From: riccardo venturi <riccardovegmail.com>
Date: Oct 2, 2017
Deadline: 6 Nov 2017

Geology has been a topic of interest and attraction for artists, at least since JMW Turner’s geological sublime, as it was famously put forward by John Ruskin. During the 1960s, a time of cybernetics, technological upheaval and subsequent reshaping of our relations to time and space, Robert Smithson suggested the notion of abstract geology, tracing connections between geological, body and mental processes.

Until the 1960s-1970s, what artists find particularly fascinating in the aesthetics of geology is the challenge of its double invisibility: on one side, the relation to ‘deep time’ threatens the three classical temporal dimensions within which we arrange our life experience, i.e., past, present and future; on the other the subtraction of visibility makes it a complex object to imagine and visualise. Once an Earth Science, with its unyielding remoteness and inert temporality, geology has become a model for the material conditions of our contemporary life. In digital and anthropocene era and in the midst of an irresolute – and politically undermined – relation between Gaia and anthropos, natural history and human history, several artists deal with geological imagination.

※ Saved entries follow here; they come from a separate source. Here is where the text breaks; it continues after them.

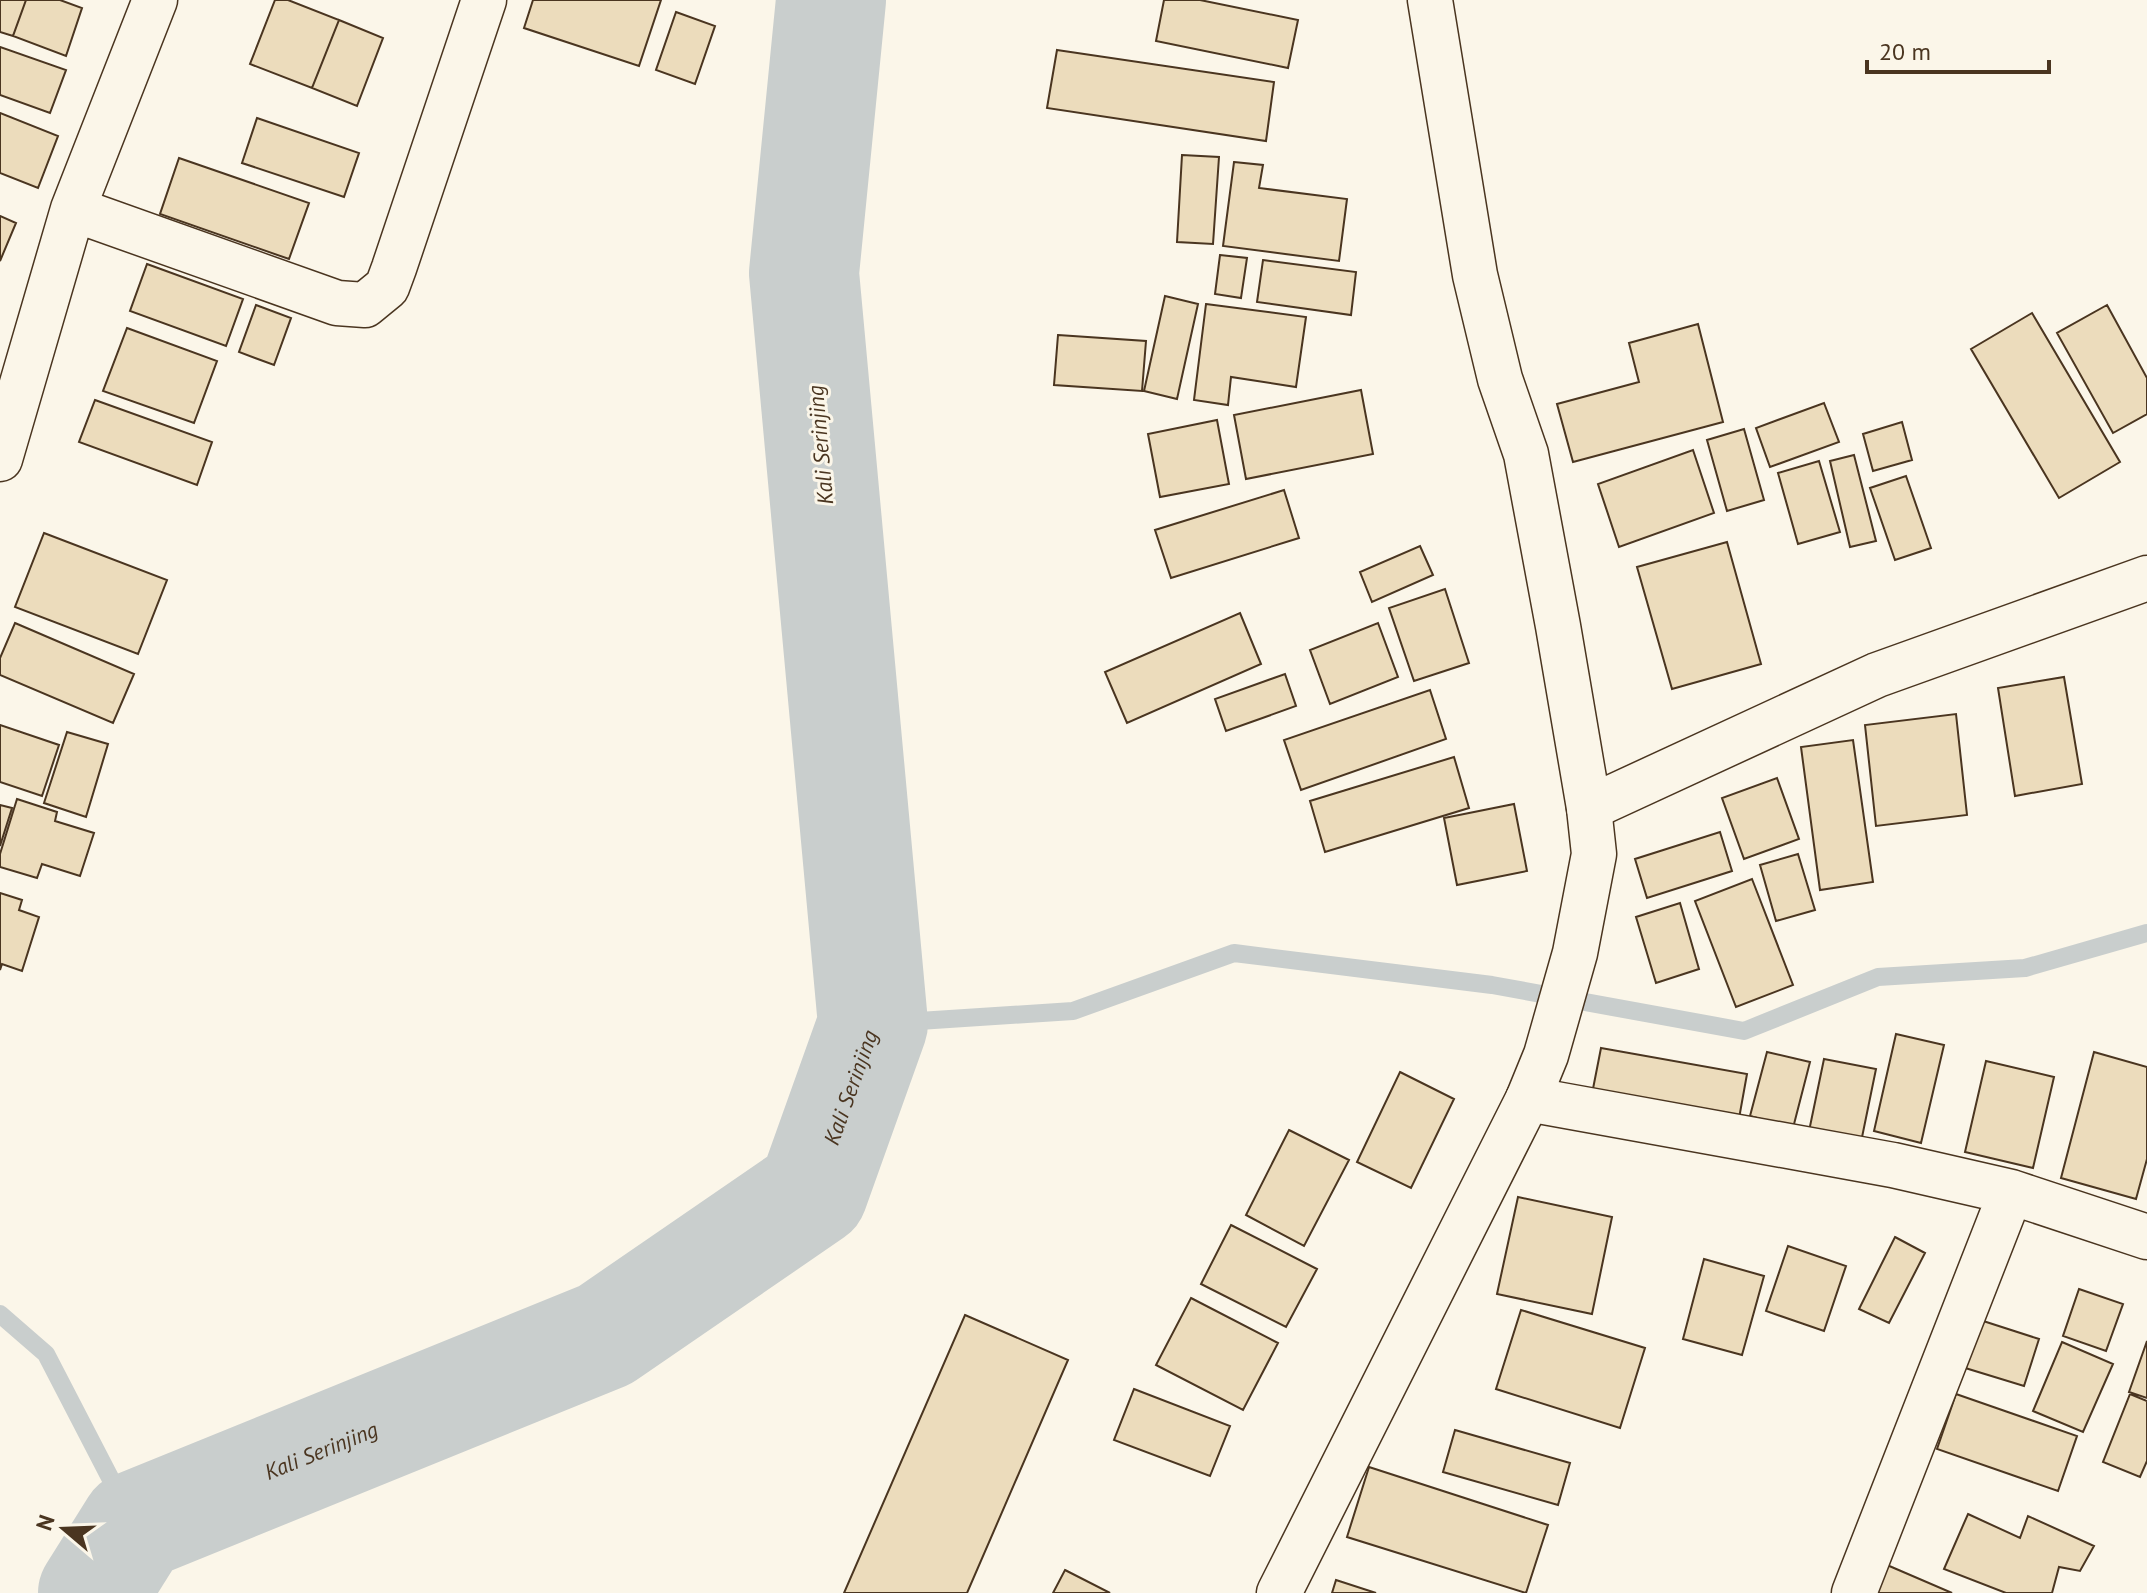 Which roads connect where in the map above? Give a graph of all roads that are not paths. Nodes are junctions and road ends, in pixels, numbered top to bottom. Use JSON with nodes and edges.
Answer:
{"nodes":[{"id":1,"x":155,"y":0,"type":"edge"},
{"id":2,"x":484,"y":0,"type":"edge"},
{"id":3,"x":1430,"y":0,"type":"edge"},
{"id":4,"x":73,"y":209,"type":"junction"},
{"id":5,"x":0,"y":459,"type":"edge"},
{"id":6,"x":2147,"y":578,"type":"edge"},
{"id":7,"x":1589,"y":808,"type":"junction"},
{"id":8,"x":1528,"y":1099,"type":"junction"},
{"id":9,"x":2011,"y":1192,"type":"junction"},
{"id":10,"x":2147,"y":1237,"type":"edge"},
{"id":11,"x":1279,"y":1593,"type":"edge"},
{"id":12,"x":1854,"y":1593,"type":"edge"}],
"edges":[{"from":1,"to":4,"type":"street"},
{"from":2,"to":4,"type":"street"},
{"from":3,"to":7,"type":"street"},
{"from":4,"to":5,"type":"street"},
{"from":6,"to":7,"type":"street"},
{"from":7,"to":8,"type":"street"},
{"from":8,"to":9,"type":"street"},
{"from":8,"to":11,"type":"street"},
{"from":9,"to":10,"type":"street"},
{"from":9,"to":12,"type":"street"}]}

Enhancing the still unexploited convergences between the history of contemporary art and the politics of ecology, between visual humanities and environmental humanities, the session aims to explore the multiple ways artistic projects, art historical research, exhibitions and curatorial practices focus on the challenges posed today by the geological turn beyond anthropocentric humanities.

Please email your paper proposals of 250 words for a 25-minute paper and a short CV directly to the session chairs. You should receive an acknowledgement of receipt of your submission within two weeks.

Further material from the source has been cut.